I asked the soft-spoken, but always firm-minded Yogendra Yadav why the referendum should not be seen as a subversion of the electoral process. Wasn’t the vote an index of the will of the people? The candour of his answer — “Yes, we are being subversive to an extent. But we don’t care. Our aim is to make democracy more participative”— is a wake-up call for traditional netagiri. Democracy in India can no longer be measured only in spoons of voter-turnouts; it’s the meal you cook once all the ingredients are in place that will matter more and more.

On TV, Yadav was pounced on by both the major national parties for advocating an unrealistic form of participatory democracy. Some of the questions raised were valid. If in government, how often would the AAP take its policy-making back to the people? If it had to, for instance, settle the Cauvery waters dispute would it poll the people of Tamil Nadu or Karnakata and given the polarisation of views, how would it aggregate its findings? Wasn’t governance to be driven by principles of equality not assertions of popular majoritarianism? But as legitimate as the scepticism is, the sheer freshness of the idea makes conventional politics seem not just staid, but stale by comparison.

In many ways the churn in Indian politics and the pressure on established parties to re-adapt to an increasingly impatient electorate mirrors the struggle of mainstream media in an age of instant Internet opinion. Just as social networking sites are a powerful and disruptive force in the media space, the power of dissident political energy has inverted all old calculations. And just like mainline politicians have accused the Kejriwal school of politics of being near-anarchist in approach, old-world journalists have lamented the absence of editorial gate-keeping online. But in both cases, the protests are redundant. The ifs and buts, even when valid, miss the larger message- Indians, especially the contemporary generation, will cheer on the shaking up of the system and the dismantling of entrenched power structures, whether in media, or politics. Like it or lump it. That’s just how it is now.

We forget sometimes that only a couple of years separate Rahul Gandhi and Arvind Kejriwal. They are both, by Indian standards, “young” leaders. So why has the Congress vice-president failed to capture the imagination of his own age group? Quite simply because, unlike Kejriwal, he hasn’t displayed any inclination for risk or innovation. Someone has clearly got through to him on the dissonance of his silence in an age of hyper-information. So, in the past week, we have heard more from Rahul Gandhi on issues and policy-making than we did in the whole year. But in itself, this is not enough.

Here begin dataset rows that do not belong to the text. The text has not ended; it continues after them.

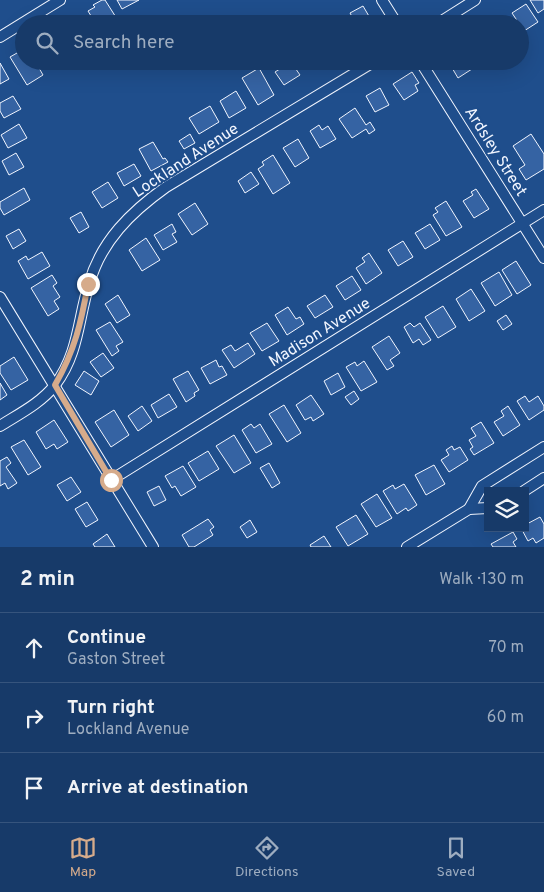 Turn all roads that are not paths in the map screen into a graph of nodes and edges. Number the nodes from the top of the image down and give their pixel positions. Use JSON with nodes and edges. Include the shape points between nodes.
{"nodes":[{"id":1,"x":60,"y":0,"type":"edge"},
{"id":2,"x":382,"y":0,"type":"edge"},
{"id":3,"x":474,"y":0,"type":"edge"},
{"id":4,"x":36,"y":15,"type":"edge"},
{"id":5,"x":391,"y":15,"type":"edge"},
{"id":6,"x":450,"y":15,"type":"edge"},
{"id":7,"x":15,"y":28,"type":"edge"},
{"id":8,"x":0,"y":37,"type":"edge"},
{"id":9,"x":360,"y":70,"type":"edge"},
{"id":10,"x":426,"y":70,"type":"edge"},
{"id":11,"x":544,"y":210,"type":"edge"},
{"id":12,"x":523,"y":224,"type":"junction"},
{"id":13,"x":544,"y":258,"type":"edge"},
{"id":14,"x":0,"y":298,"type":"edge"},
{"id":15,"x":55,"y":385,"type":"junction"},
{"id":16,"x":0,"y":426,"type":"edge"},
{"id":17,"x":544,"y":447,"type":"edge"},
{"id":18,"x":544,"y":478,"type":"edge"},
{"id":19,"x":111,"y":480,"type":"junction"},
{"id":20,"x":529,"y":488,"type":"edge"},
{"id":21,"x":484,"y":508,"type":"edge"},
{"id":22,"x":469,"y":509,"type":"junction"},
{"id":23,"x":153,"y":547,"type":"edge"},
{"id":24,"x":407,"y":547,"type":"edge"}],
"edges":[{"from":1,"to":4,"type":"street"},
{"from":2,"to":5,"type":"street"},
{"from":3,"to":6,"type":"street"},
{"from":7,"to":8,"type":"street"},
{"from":9,"to":15,"type":"street","name":"Lockland Avenue","via":[[166,187],[124,221],[100,256],[88,284],[74,347]]},
{"from":10,"to":12,"type":"street","name":"Ardsley Street"},
{"from":11,"to":12,"type":"street","name":"Madison Avenue"},
{"from":12,"to":13,"type":"street","name":"Ardsley Street"},
{"from":12,"to":19,"type":"street","name":"Madison Avenue"},
{"from":14,"to":15,"type":"street"},
{"from":15,"to":16,"type":"street","name":"Lockland Avenue","via":[[38,402]]},
{"from":15,"to":19,"type":"street"},
{"from":17,"to":22,"type":"street","via":[[482,486]]},
{"from":18,"to":20,"type":"street"},
{"from":19,"to":23,"type":"street"},
{"from":21,"to":22,"type":"street"},
{"from":22,"to":24,"type":"street"}]}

As a symbol of the very power establishment, he claims he wants to dismantle, Rahul Gandhi must display evidence of disruptive thinking. Given that his outbursts against dynasty will always sound disingenuous as long as the top job in his party is blocked for someone from his own family, here’s the perfect opportunity to set the cat among the pigeons. Why doesn’t Rahul Gandhi rule himself out of the race for the top job at least for this election? Instead why doesn’t he say the party will conduct internal elections modelled on the US primaries to elect someone who is not a Nehru-Gandhi descendant? It has been pointed out repeatedly that till 1969 the Congress was a decentralised and democratic party. Now, even its state unit presidents are appointed by the ‘high command’. That this phrase still exists in the political lexicon of a 21st century party is in itself anathema to claims of modernity. It’s an incomplete claim to contemporariness if Rahul Gandhi takes a (welcome) position on decriminalising homosexuality without moving simultaneously on the most antediluvian political principle of all – the idea that power is inherited, not earned.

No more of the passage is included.